FOSTERING PUBLIC AWARENESS OF AP
TV and press coverage in recent years have informed most people that AP therapy and analgesia for human surgery have definite roles in medical science. However, few people know that AP is equally applicable in vet science. Research in humans and animals has shown that AP is a powerful physiotherapy which involves reflex effects, humoral and neuroendocrine effects (1,2,5,11).
While vets are learning the system and trying to integrate it into their approach to animal diseases, they may not wish to enter into much discussion on the topic. Later, as they grow in experience, they should gradually let their clients know that AP is just one more modality in the fight against pain and illness. The mystique and magical image of AP, so often exaggerated in the public press, should be dispelled. In its place, the concept of reflex therapy (activation of the normal defence and healing systems of the body by the stimulation of reflex points) should be fostered. If used properly, AP is the most powerful form of physiotherapy. In incompetent hands, AP may give poor results and in the wrong hands, may spread viral diseases (AIDS, hepatitis etc in humans; swine fever etc in animals).
Practitioners new to AP should replace the temptation to be over-enthusiastic with a more pragmatic approach ("let us try it in this case"). Over-enthusiasm can lead to great disappointment when failures occur.
AP, like every other attempt to fight disease, has its failures (2,15). It also can be a costly system in terms of professional time. With orthodox vet medicine, many cases can be treated by one or two visits, leaving appropriate medicines to the owner to administer when the vet has diagnosed the case. This is not applicable with AP therapy, unless the owner has a TENS instrument or Laser and is instructed in their use, or unless he/she is shown which points to massage between sessions. In chronic cases, AP therapy often requires repeated therapy sessions and these cost money. The owner should be warned of this, as some people expect miraculous cures after one or two sessions!

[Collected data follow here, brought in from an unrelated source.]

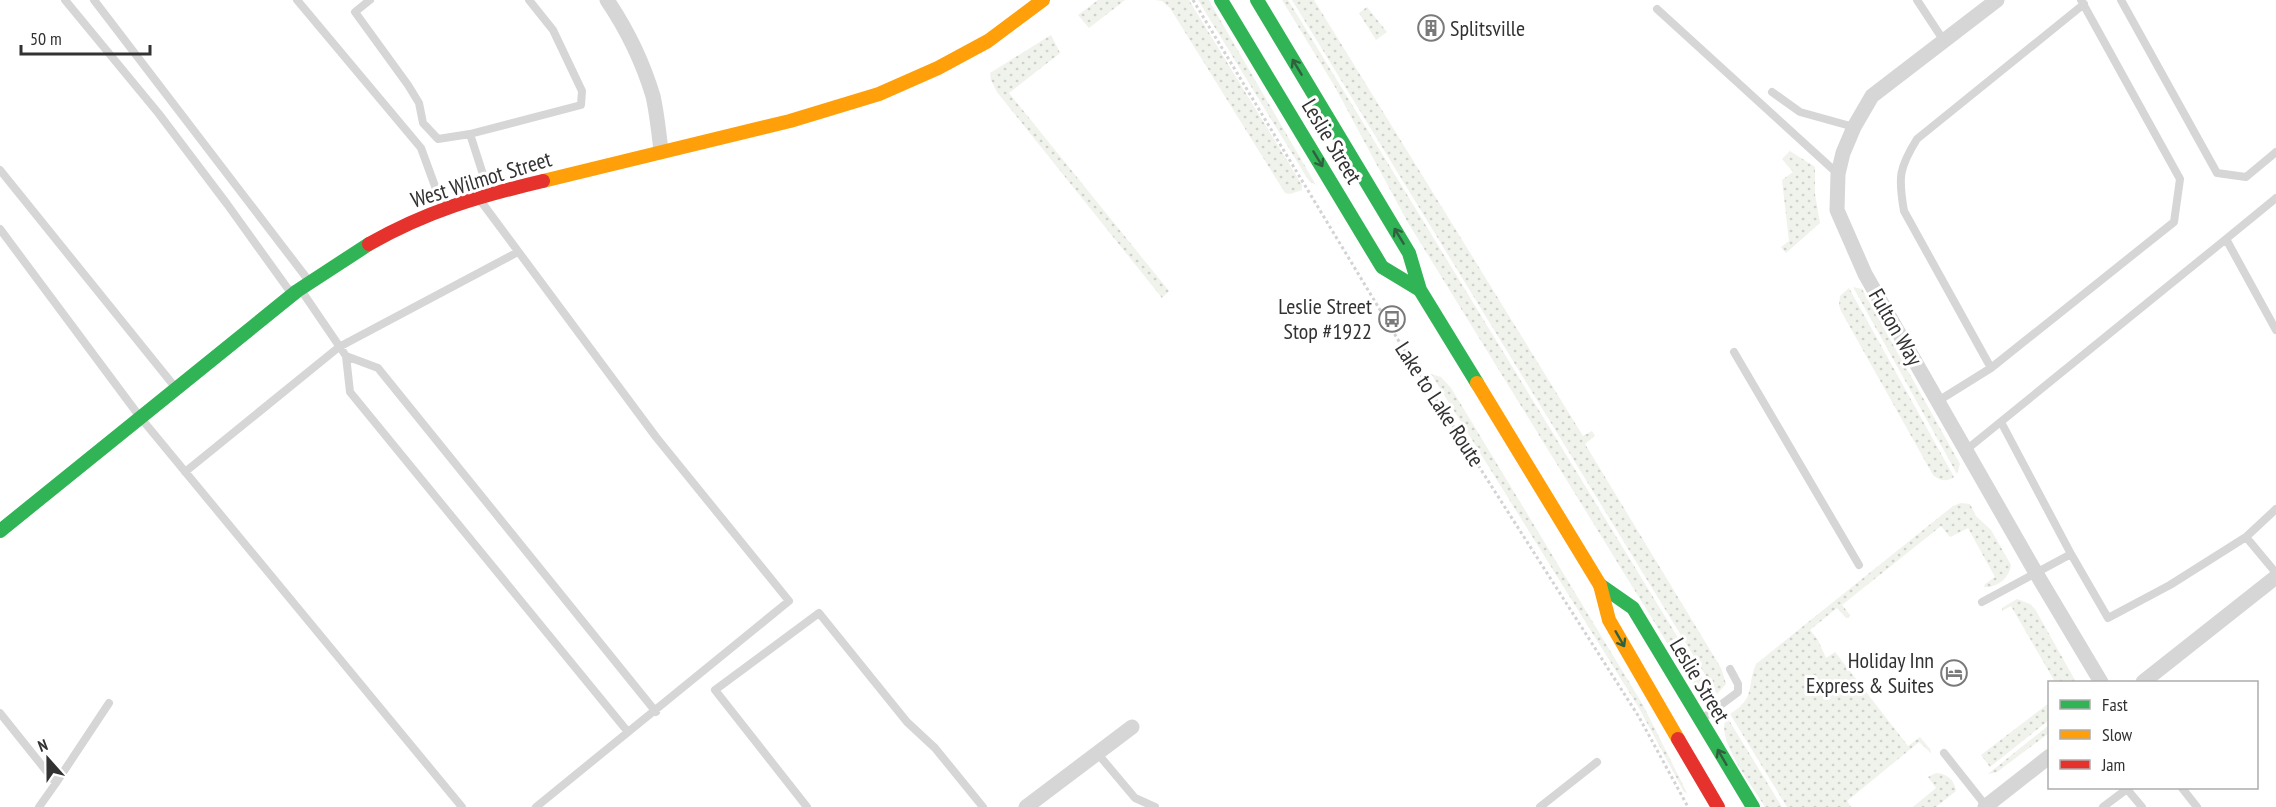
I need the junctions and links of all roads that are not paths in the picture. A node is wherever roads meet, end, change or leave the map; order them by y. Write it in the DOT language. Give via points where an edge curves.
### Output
graph roads {
  1 [pos="65,0"];
  2 [pos="94,0"];
  3 [pos="297,0"];
  4 [pos="370,0"];
  5 [pos="529,0"];
  6 [pos="607,0"];
  7 [pos="1043,0"];
  8 [pos="1221,0"];
  9 [pos="1257,0"];
  10 [pos="1917,0"];
  11 [pos="1997,0"];
  12 [pos="2121,0"];
  13 [pos="2082,2"];
  14 [pos="1657,9"];
  15 [pos="1944,41"];
  16 [pos="1772,92"];
  17 [pos="1854,128"];
  18 [pos="470,134"];
  19 [pos="662,151"];
  20 [pos="2276,152"];
  21 [pos="0,170"];
  22 [pos="1838,174"];
  23 [pos="484,196"];
  24 [pos="2276,198"];
  25 [pos="443,209"];
  26 [pos="0,230"];
  27 [pos="2226,239"];
  28 [pos="518,252"];
  29 [pos="301,289"];
  30 [pos="1420,290"];
  31 [pos="2276,330"];
  32 [pos="339,347"];
  33 [pos="1734,352"];
  34 [pos="346,356"];
  35 [pos="1991,368"];
  36 [pos="176,388"];
  37 [pos="1938,401"];
  38 [pos="140,417"];
  39 [pos="2001,422"];
  40 [pos="1966,450"];
  41 [pos="185,472"];
  42 [pos="2276,509"];
  43 [pos="0,531"];
  44 [pos="2246,537"];
  45 [pos="2071,554"];
  46 [pos="1859,565"];
  47 [pos="2036,573"];
  48 [pos="2276,575"];
  49 [pos="1600,585"];
  50 [pos="1982,602"];
  51 [pos="1730,669"];
  52 [pos="2100,681"];
  53 [pos="2144,681"];
  54 [pos="109,703"];
  55 [pos="656,711"];
  56 [pos="0,713"];
  57 [pos="1700,720"];
  58 [pos="1132,728"];
  59 [pos="628,732"];
  60 [pos="1944,753"];
  61 [pos="1098,754"];
  62 [pos="2048,757"];
  63 [pos="1597,762"];
  64 [pos="56,783"];
  65 [pos="2126,789"];
  66 [pos="2128,789"];
  67 [pos="2183,789"];
  68 [pos="39,807"];
  69 [pos="462,807"];
  70 [pos="536,807"];
  71 [pos="807,807"];
  72 [pos="982,807"];
  73 [pos="1026,807"];
  74 [pos="1155,807"];
  75 [pos="1540,807"];
  76 [pos="1718,807"];
  77 [pos="1753,807"];
  78 [pos="1986,807"];
  79 [pos="2103,807"];
  80 [pos="2142,807"];
  81 [pos="2197,807"];
  1 -- 29 [label="lane" via="227,204"];
  2 -- 29 [label="lane"];
  3 -- 25 [label="lane" via="421,148"];
  4 -- 18 [label="lane" via="355,12 408,85 419,103 423,123 438,140"];
  5 -- 18 [label="lane" via="553,30 582,91 581,105"];
  6 -- 19 [label="street" via="649,86"];
  7 -- 19 [label="main road, West Wilmot Street" via="988,41 879,94 790,121"];
  8 -- 30 [label="main road, Leslie Street, one-way" via="1382,267"];
  30 -- 9 [label="main road, Leslie Street, one-way" via="1409,253"];
  10 -- 15 [label="lane"];
  11 -- 15 [label="street, Fulton Way"];
  12 -- 20 [label="lane" via="2217,173 2246,177"];
  13 -- 35 [label="lane" via="1917,139 1904,160 1899,184 1904,211"];
  13 -- 35 [label="lane" via="2180,179 2174,222"];
  14 -- 22 [label="lane"];
  15 -- 17 [label="street, Fulton Way" via="1872,96"];
  16 -- 17 [label="lane" via="1800,112"];
  17 -- 22 [label="street, Fulton Way"];
  18 -- 23 [label="lane"];
  19 -- 23 [label="main road, West Wilmot Street"];
  21 -- 36 [label="lane"];
  22 -- 37 [label="street, Fulton Way" via="1837,210 1843,227 1865,274"];
  23 -- 25 [label="main road, West Wilmot Street"];
  23 -- 28 [label="lane"];
  24 -- 27 [label="lane"];
  25 -- 29 [label="main road, West Wilmot Street" via="397,228"];
  26 -- 38 [label="lane"];
  27 -- 31 [label="lane"];
  27 -- 39 [label="lane"];
  28 -- 32 [label="lane"];
  28 -- 55 [label="lane" via="656,437 789,601"];
  29 -- 32 [label="lane"];
  29 -- 36 [label="main road, West Wilmot Street"];
  30 -- 49 [label="main road, Leslie Street"];
  32 -- 34 [label="lane"];
  32 -- 41 [label="lane"];
  33 -- 46 [label="lane"];
  34 -- 55 [label="lane" via="378,368"];
  34 -- 59 [label="lane" via="350,392"];
  35 -- 37 [label="lane"];
  36 -- 38 [label="main road, West Wilmot Street"];
  37 -- 40 [label="street, Fulton Way"];
  38 -- 41 [label="lane"];
  38 -- 43 [label="main road, West Wilmot Street"];
  39 -- 40 [label="lane"];
  39 -- 45 [label="lane"];
  40 -- 47 [label="street, Fulton Way"];
  41 -- 69 [label="lane"];
  42 -- 44 [label="lane"];
  44 -- 45 [label="lane" via="2108,618"];
  44 -- 48 [label="lane"];
  45 -- 47 [label="lane"];
  47 -- 50 [label="lane"];
  47 -- 52 [label="street, Fulton Way"];
  48 -- 53 [label="street"];
  49 -- 57 [label="main road, Leslie Street" via="1633,608"];
  49 -- 76 [label="main road, Leslie Street, one-way" via="1609,620"];
  51 -- 57 [label="lane" via="1738,692"];
  54 -- 64 [label="lane"];
  55 -- 59 [label="lane"];
  56 -- 64 [label="lane"];
  77 -- 57 [label="main road, Leslie Street, one-way"];
  58 -- 61 [label="street"];
  59 -- 70 [label="lane"];
  60 -- 78 [label="lane"];
  61 -- 73 [label="street"];
  61 -- 74 [label="lane" via="1135,798"];
  62 -- 78 [label="street"];
  63 -- 75 [label="lane"];
  64 -- 68 [label="lane"];
  65 -- 79 [label="lane"];
  66 -- 80 [label="lane"];
  67 -- 81 [label="lane"];
  71 -- 72 [label="lane" via="715,690 819,613"];
}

In many western countries, physicians and vets, especially those in the academic life, have a strong scepticism towards AP. Some are definitely prejudiced against AP. This is largely due to lack of knowledge on the types of conditions which respond to AP and to the mechanisms involved. We should discuss these topics with our colleagues when suitable opportunities arise and we should be prepared to assist them in their search for factual data and research information, should they require this.
It is very helpful to the practitioner and to those colleagues who may require clinical information to keep accurate records of all cases treated by AP. These records should contain details of the clinical examination, the diagnosis, the AP method and the APs used, any other medication used, the dates of treatment and the outcome of the case. If 20-40 vets in each country kept notes of their cases, very valuable information could be made available to their AP society as well as to their State Vet Schools after 1-2 years. I strongly urge you to organise such a study as a group.